# Are Ultrabooks Fast enough?



## ShotInTheDark (Sep 9, 2012)

I'm considering getting a new laptop. 

There are these new slim Ultrabooks such as http://www.lenovo.com/products/us/laptop/thinkpad/x-series/x1-carbon/ - one of the few that supports 8 GB RAM.

The question I have is how well do these CPUs cope with basic post-processing, eg DPP or LR?

Has anyone used one for this purpose? Are they fast enough?

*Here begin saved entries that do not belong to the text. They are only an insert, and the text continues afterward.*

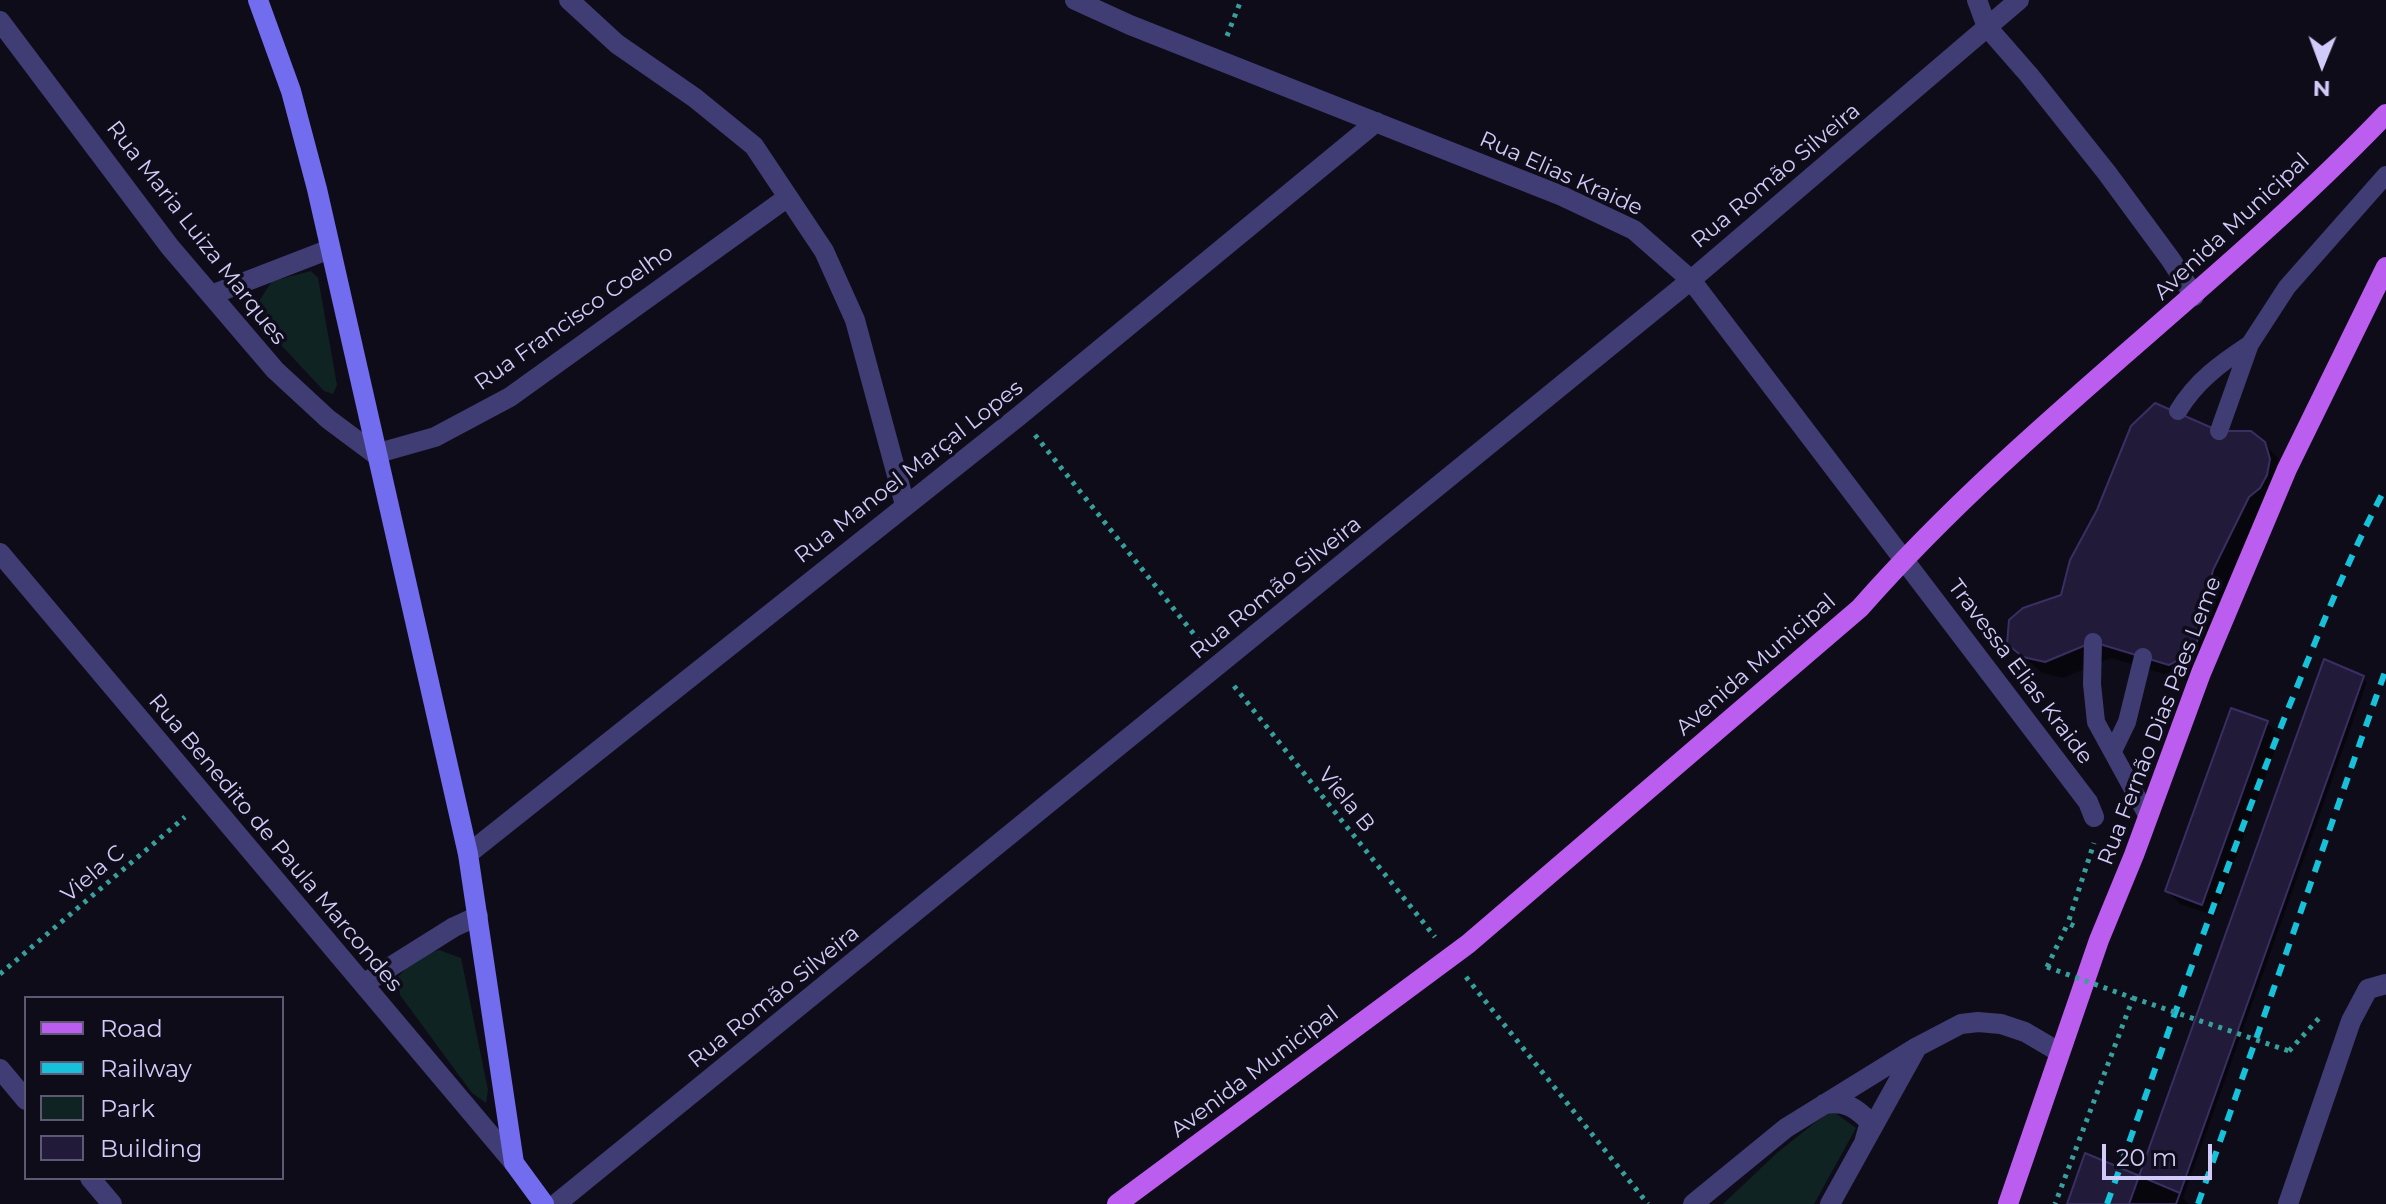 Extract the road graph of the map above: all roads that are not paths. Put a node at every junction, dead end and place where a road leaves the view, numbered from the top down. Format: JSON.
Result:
{"nodes":[{"id":1,"x":258,"y":0,"type":"edge"},
{"id":2,"x":569,"y":0,"type":"edge"},
{"id":3,"x":1075,"y":0,"type":"edge"},
{"id":4,"x":1977,"y":0,"type":"edge"},
{"id":5,"x":2019,"y":0,"type":"edge"},
{"id":6,"x":0,"y":21,"type":"edge"},
{"id":7,"x":1987,"y":27,"type":"junction"},
{"id":8,"x":2386,"y":114,"type":"edge"},
{"id":9,"x":1376,"y":122,"type":"junction"},
{"id":10,"x":2386,"y":175,"type":"edge"},
{"id":11,"x":788,"y":197,"type":"junction"},
{"id":12,"x":330,"y":249,"type":"junction"},
{"id":13,"x":2386,"y":267,"type":"edge"},
{"id":14,"x":1691,"y":280,"type":"junction"},
{"id":15,"x":211,"y":295,"type":"junction"},
{"id":16,"x":2194,"y":296,"type":"junction"},
{"id":17,"x":2250,"y":344,"type":"junction"},
{"id":18,"x":2178,"y":411,"type":"dead end"},
{"id":19,"x":2219,"y":431,"type":"dead end"},
{"id":20,"x":375,"y":454,"type":"junction"},
{"id":21,"x":905,"y":505,"type":"junction"},
{"id":22,"x":0,"y":553,"type":"edge"},
{"id":23,"x":1903,"y":558,"type":"junction"},
{"id":24,"x":2093,"y":642,"type":"dead end"},
{"id":25,"x":2143,"y":657,"type":"dead end"},
{"id":26,"x":2113,"y":751,"type":"junction"},
{"id":27,"x":2094,"y":817,"type":"road end"},
{"id":28,"x":2148,"y":817,"type":"junction"},
{"id":29,"x":468,"y":854,"type":"junction"},
{"id":30,"x":478,"y":916,"type":"junction"},
{"id":31,"x":363,"y":984,"type":"junction"},
{"id":32,"x":2386,"y":984,"type":"edge"},
{"id":33,"x":1917,"y":1047,"type":"junction"},
{"id":34,"x":2059,"y":1052,"type":"junction"},
{"id":35,"x":0,"y":1069,"type":"edge"},
{"id":36,"x":24,"y":1098,"type":"edge"},
{"id":37,"x":1824,"y":1104,"type":"junction"},
{"id":38,"x":1864,"y":1143,"type":"junction"},
{"id":39,"x":514,"y":1163,"type":"junction"},
{"id":40,"x":92,"y":1180,"type":"edge"},
{"id":41,"x":112,"y":1204,"type":"edge"},
{"id":42,"x":544,"y":1204,"type":"edge"},
{"id":43,"x":556,"y":1204,"type":"edge"},
{"id":44,"x":1117,"y":1204,"type":"edge"},
{"id":45,"x":1693,"y":1204,"type":"edge"},
{"id":46,"x":1830,"y":1204,"type":"edge"},
{"id":47,"x":2008,"y":1204,"type":"edge"},
{"id":48,"x":2288,"y":1204,"type":"edge"}],
"edges":[{"from":1,"to":12,"type":"main road"},
{"from":2,"to":11,"type":"street"},
{"from":3,"to":9,"type":"street","name":"Rua Elias Kraide"},
{"from":4,"to":7,"type":"street"},
{"from":5,"to":7,"type":"street","name":"Rua Romão Silveira"},
{"from":6,"to":15,"type":"street","name":"Rua Maria Luiza Marques"},
{"from":7,"to":14,"type":"street","name":"Rua Romão Silveira"},
{"from":7,"to":16,"type":"street"},
{"from":8,"to":16,"type":"main road","name":"Avenida Municipal"},
{"from":9,"to":14,"type":"street","name":"Rua Elias Kraide"},
{"from":9,"to":21,"type":"street","name":"Rua Manoel Marçal Lopes"},
{"from":10,"to":17,"type":"lane"},
{"from":11,"to":20,"type":"street","name":"Rua Francisco Coelho"},
{"from":11,"to":21,"type":"street"},
{"from":12,"to":15,"type":"street"},
{"from":12,"to":20,"type":"main road"},
{"from":13,"to":28,"type":"main road","name":"Rua Fernão Dias Paes Leme"},
{"from":14,"to":23,"type":"street","name":"Rua Elias Kraide"},
{"from":14,"to":43,"type":"street","name":"Rua Romão Silveira"},
{"from":15,"to":20,"type":"street","name":"Rua Maria Luiza Marques"},
{"from":16,"to":23,"type":"main road","name":"Avenida Municipal"},
{"from":17,"to":18,"type":"lane"},
{"from":17,"to":19,"type":"lane"},
{"from":20,"to":29,"type":"main road"},
{"from":21,"to":29,"type":"street","name":"Rua Manoel Marçal Lopes"},
{"from":22,"to":31,"type":"street","name":"Rua Benedito de Paula Marcondes"},
{"from":23,"to":27,"type":"street","name":"Travessa Elias Kraide"},
{"from":23,"to":44,"type":"main road","name":"Avenida Municipal"},
{"from":24,"to":26,"type":"lane"},
{"from":25,"to":26,"type":"lane"},
{"from":26,"to":28,"type":"lane"},
{"from":28,"to":34,"type":"main road","name":"Rua Fernão Dias Paes Leme"},
{"from":29,"to":30,"type":"main road"},
{"from":30,"to":31,"type":"street"},
{"from":30,"to":39,"type":"main road"},
{"from":31,"to":39,"type":"street","name":"Rua Benedito de Paula Marcondes"},
{"from":32,"to":48,"type":"street"},
{"from":33,"to":34,"type":"street"},
{"from":33,"to":37,"type":"street"},
{"from":33,"to":38,"type":"street"},
{"from":34,"to":47,"type":"main road","name":"Rua Fernão Dias Paes Leme"},
{"from":35,"to":36,"type":"street"},
{"from":37,"to":38,"type":"street"},
{"from":37,"to":45,"type":"street"},
{"from":38,"to":46,"type":"street"},
{"from":39,"to":42,"type":"main road"},
{"from":40,"to":41,"type":"street"}]} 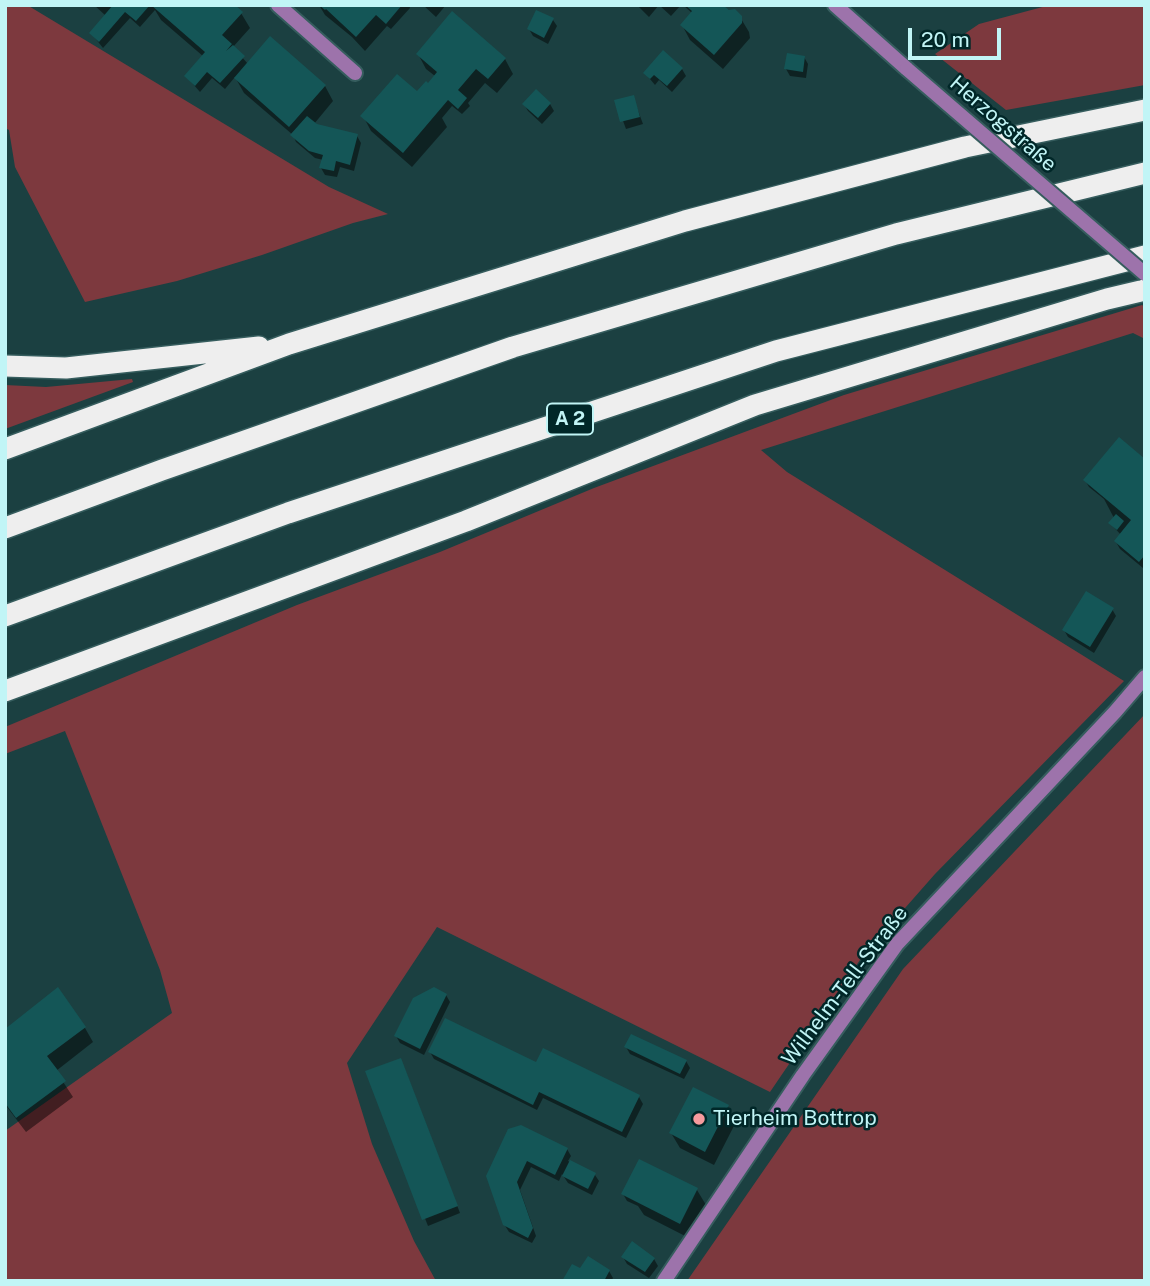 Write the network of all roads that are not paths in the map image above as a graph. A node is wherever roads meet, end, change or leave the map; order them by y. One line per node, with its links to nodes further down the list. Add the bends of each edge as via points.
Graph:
1 (278, 5): 3 (street)
2 (835, 5): 7 (street, Herzogstraße, bridge)
3 (355, 72)
4 (1145, 110): 9 (highway, via 965,147 685,221)
5 (1145, 173): 12 (highway, via 896,234 513,347)
6 (1145, 256): 13 (highway, A 2, via 776,351 288,513)
7 (1145, 274)
8 (1145, 290): 15 (highway, via 755,405 466,521)
9 (289, 344): 10 (highway, via 66,368); 11 (highway)
10 (5, 366)
11 (5, 449)
12 (5, 528)
13 (5, 616)
14 (1145, 677): 16 (street, Wilhelm-Tell-Straße, via 897,944)
15 (5, 691)
16 (664, 1281)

I know for the same price, you can get a normal size, normal spec laptop. However the idea of carrying an Ultrabook sized laptop while loaded with all the camera gear is quite appealing.


----------



## KKCFamilyman (Sep 9, 2012)

Yeah it will cover your needs just fine but by the time you load it up it will still be expensive compared to lighter notebooks. I would hold off till October when windows 8 launches and you'll see a surge of more options. Look at the says ux31 the new one has 1080p ipS panel and costs $1k.


----------



## ShotInTheDark (Sep 9, 2012)

I've tried Windows 8, and hate it. I will be running Windows 7 on whatever I get. Hopefully, the Win 7 models will drop in price in October.


----------



## KKCFamilyman (Sep 9, 2012)

ShotInTheDark said:


> I've tried Windows 8, and hate it. I will be running Windows 7 on whatever I get. Hopefully, the Win 7 models will drop in price in October.


 I understand but given the chance win 8 could prove to be useful with the tile apps. Eitherway all the remaining good gear is coming around then and you can always install win 7 on it.


----------



## TrumpetPower! (Sep 9, 2012)

I'm typing this on a maxed-out MacBook Air that's computationally more than ample. The display is excellent for a laptop this small and lightweight, but it's of course nothing you'd want to use for real work. But for remote shooting or first-pass or quick-and-dirty editing? Bring it on!

Cheers,

b&


----------



## robbymack (Sep 9, 2012)

depends how much editing you are planning to do. For the down and dirty quick edits probably fine, but for much else it will likely be slow running LR 4 or aperture depending on what is your flavor. Also more ram won't necessarily make the editing software run better/faster, you're better of with a better/faster graphics card vs more ram if you want to deal with detailed editing...just my $0.02


----------



## expatinasia (Sep 9, 2012)

Laptops are no different from cameras in that you get what you pay for. And, more often than not, a compromise must be reached between budget, weight, portability (size) and power.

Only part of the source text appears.